While it would be unrealistic to expect China’s future pace of economic development to be sustained at recent levels, it is quite likely that China will achieve reasonably impressive economic growth over the next decade. That growth may decelerate, and at some point the economy may even encounter serious difficulties. But in all probability, the overall economic condition of China will continue to improve. For that very reason, however, I envisage some significant discontinuity in the character of China’s political system—though without there necessarily being a dramatic change in the designation or even the external appearance of that political system.

Let me put it differently. I think it is highly unlikely that Communist Party dictatorship and increasing socioeconomic pluralism can long co-exist. Therefore, some significant discontinuities from the current situation are likely. At the same time, the extent of these discontinuities—and particularly their sharp edge—is likely to be dulled by relatively successful and continuing economic progress. In that [End Page 4] context, some tension and conflict between the socioeconomic system and the political system will become inevitable.

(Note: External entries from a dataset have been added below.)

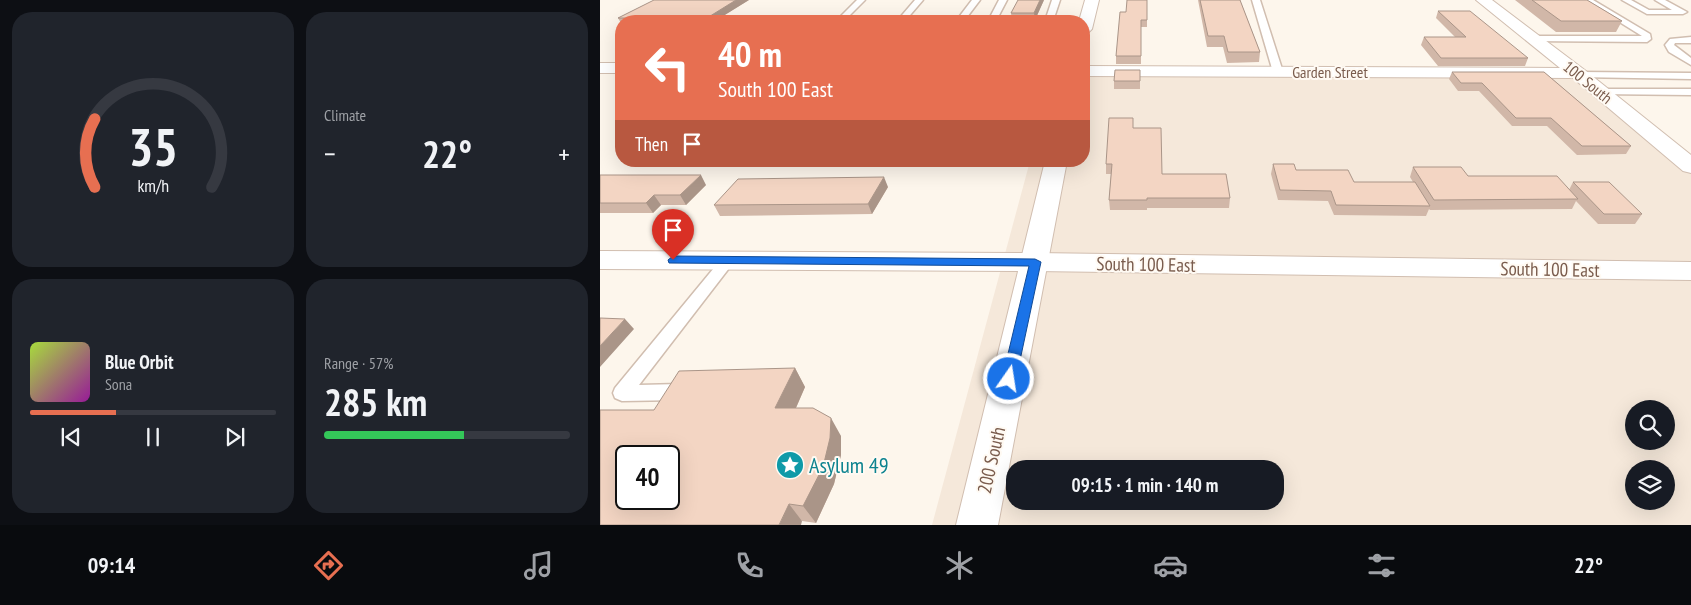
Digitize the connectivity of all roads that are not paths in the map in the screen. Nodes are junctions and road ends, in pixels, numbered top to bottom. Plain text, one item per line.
1 (862, 0) edge
2 (919, 0) edge
3 (976, 0) edge
4 (1004, 0) edge
5 (1056, 0) edge
6 (1092, 0) edge
7 (1256, 0) edge
8 (1483, 0) edge
9 (1588, 0) edge
10 (1626, 0) edge
11 (1659, 0) edge
12 (846, 15) edge
13 (906, 15) edge
14 (965, 15) edge
15 (995, 15) edge
16 (1051, 15) edge
17 (1088, 15) edge
18 (1534, 39) junction
19 (1691, 40) edge
20 (1691, 62) edge
21 (600, 68) edge
22 (615, 68) edge
23 (1090, 71) edge
24 (1278, 72) junction
25 (1578, 74) junction
26 (1691, 76) edge
27 (1600, 92) junction
28 (1691, 92) edge
29 (1691, 166) edge
30 (1055, 167) edge
31 (600, 260) edge
32 (728, 260) junction
33 (1035, 262) junction
34 (1691, 271) edge
35 (680, 392) edge
36 (977, 525) edge

1 - 12 lane
2 - 13 lane
3 - 14 lane
4 - 15 lane
5 - 16 lane
6 - 17 street
7 - 24 lane
8 - 18 street, 100 South
9 - 18 lane
10 - 11 lane
18 - 25 street, 100 South
19 - 20 lane
21 - 22 street
23 - 24 street, Garden Street
24 - 25 street, Garden Street
25 - 26 lane
25 - 27 street, 100 South
27 - 28 lane
27 - 29 street, 100 South
30 - 33 street, 200 South
31 - 32 street, South 100 East
32 - 33 street, South 100 East
32 - 35 lane
33 - 34 street, South 100 East
33 - 36 street, 200 South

Moreover, China is likely to be thrown increasingly into the global community simply through the impact of international communications. I am told that there are now several million satellite dishes in China capable of receiving television programs from abroad. I am also told that, as of 1997, some one hundred thousand Chinese actively participate in the Internet. There are hundreds of thousands of Chinese traveling or studying abroad. In brief, communist dogmatism cannot continue to be maintained in its present form.

At some point, the party dictatorship will have to crack, and the party itself will have to share a significant portion of its authority with other social forces in Chinese society. That necessity may create a period of political tensions and acute dislocations. The likely outcome will be a situation in which the Chinese Communist Party, by itself and in its present form, will no longer be able to govern China. I do not think, however, that the changes are likely to be acute or intense enough to result in the overt and dramatic overthrow of the Communist Party and the termination of the People’s Republic of China. Instead, we are likely to witness a process of political change that is much more complex, perhaps in some respects even more difficult, and certainly at times very tense, one that will probably culminate in the present Chinese state continuing in name, but no longer in form and substance.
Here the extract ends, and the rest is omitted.